▶ **TASK BRIEF**:
Print all of the records. Exclude the images.

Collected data
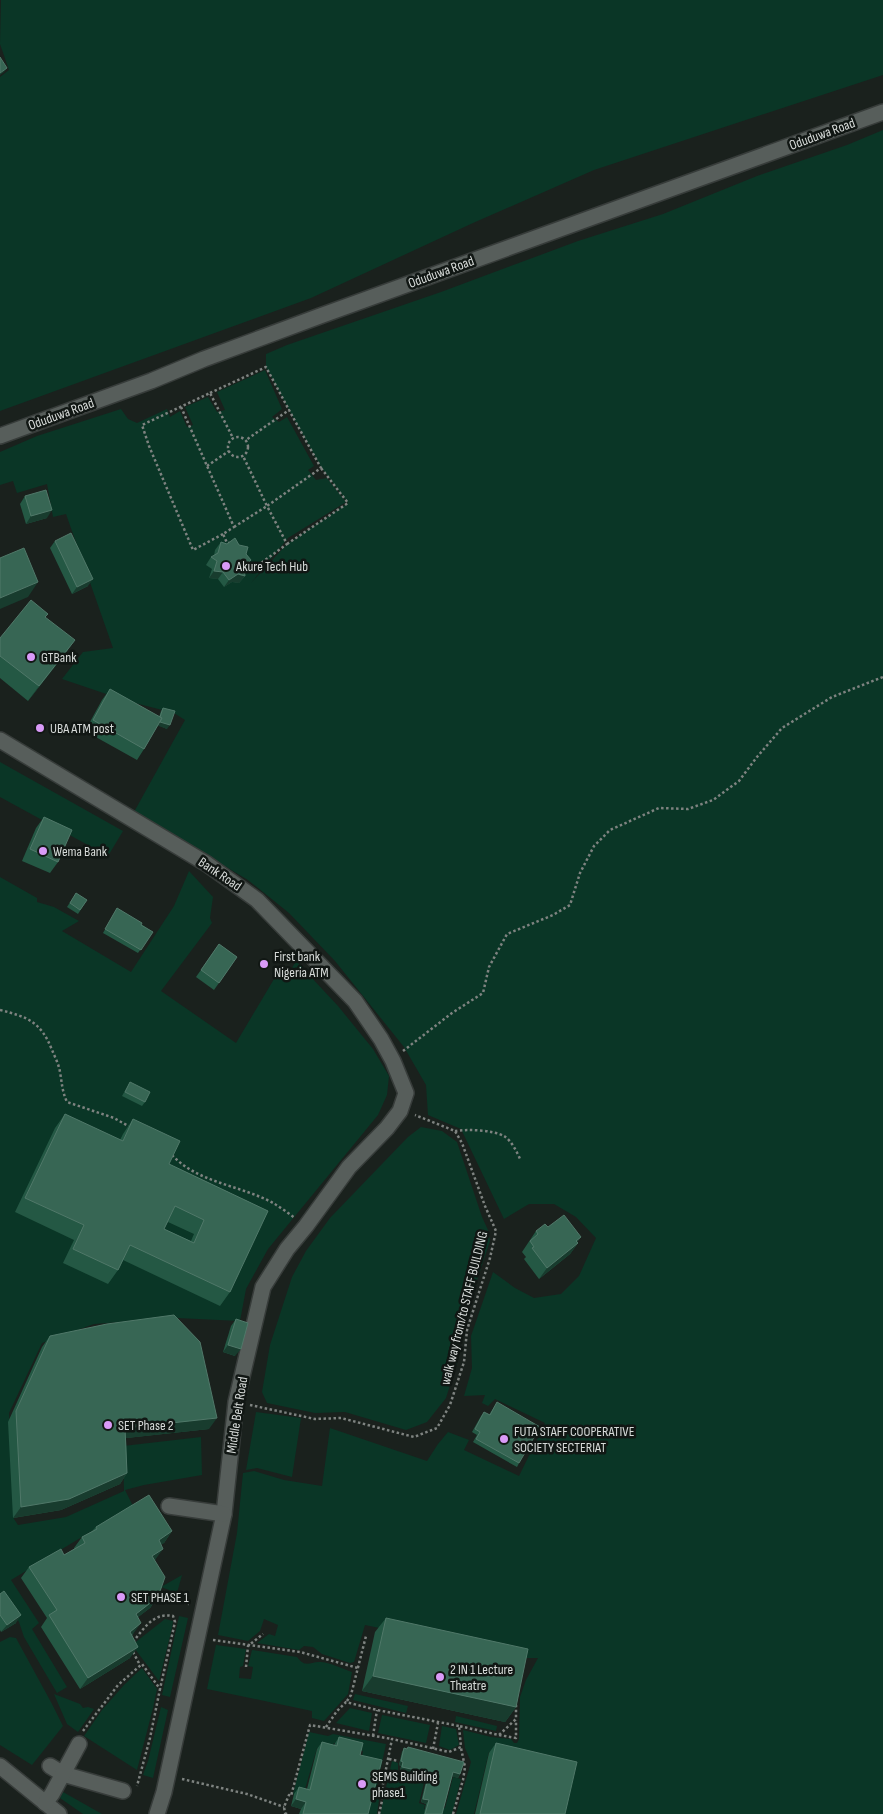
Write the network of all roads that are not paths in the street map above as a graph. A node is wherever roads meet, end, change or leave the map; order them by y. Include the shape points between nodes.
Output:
1 (883, 112) edge
2 (0, 436) edge
3 (0, 740) edge
4 (393, 1060) joint
5 (169, 1506) dead end
6 (224, 1514) junction
7 (79, 1740) road end
8 (0, 1766) edge
9 (56, 1770) junction
10 (129, 1790) road end
11 (45, 1803) junction
12 (59, 1814) edge
13 (158, 1814) edge

1 - 2 street, Oduduwa Road via 330,312
3 - 4 street, Bank Road via 207,864 257,900 355,1001
4 - 6 street, Middle Belt Road via 406,1093 400,1111 388,1128 349,1167 287,1249 263,1287 236,1402
5 - 6 street
6 - 13 street, Middle Belt Road
7 - 9 street
8 - 11 street
9 - 10 street
9 - 11 street
11 - 12 street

▶ **TASK RESPONSE**:
Write the network of all roads that are not paths in the street map above as a graph. A node is wherever roads meet, end, change or leave the map; order them by y. Include the shape points between nodes.
Output:
1 (883, 112) edge
2 (0, 436) edge
3 (0, 740) edge
4 (393, 1060) joint
5 (169, 1506) dead end
6 (224, 1514) junction
7 (79, 1740) road end
8 (0, 1766) edge
9 (56, 1770) junction
10 (129, 1790) road end
11 (45, 1803) junction
12 (59, 1814) edge
13 (158, 1814) edge

1 - 2 street, Oduduwa Road via 330,312
3 - 4 street, Bank Road via 207,864 257,900 355,1001
4 - 6 street, Middle Belt Road via 406,1093 400,1111 388,1128 349,1167 287,1249 263,1287 236,1402
5 - 6 street
6 - 13 street, Middle Belt Road
7 - 9 street
8 - 11 street
9 - 10 street
9 - 11 street
11 - 12 street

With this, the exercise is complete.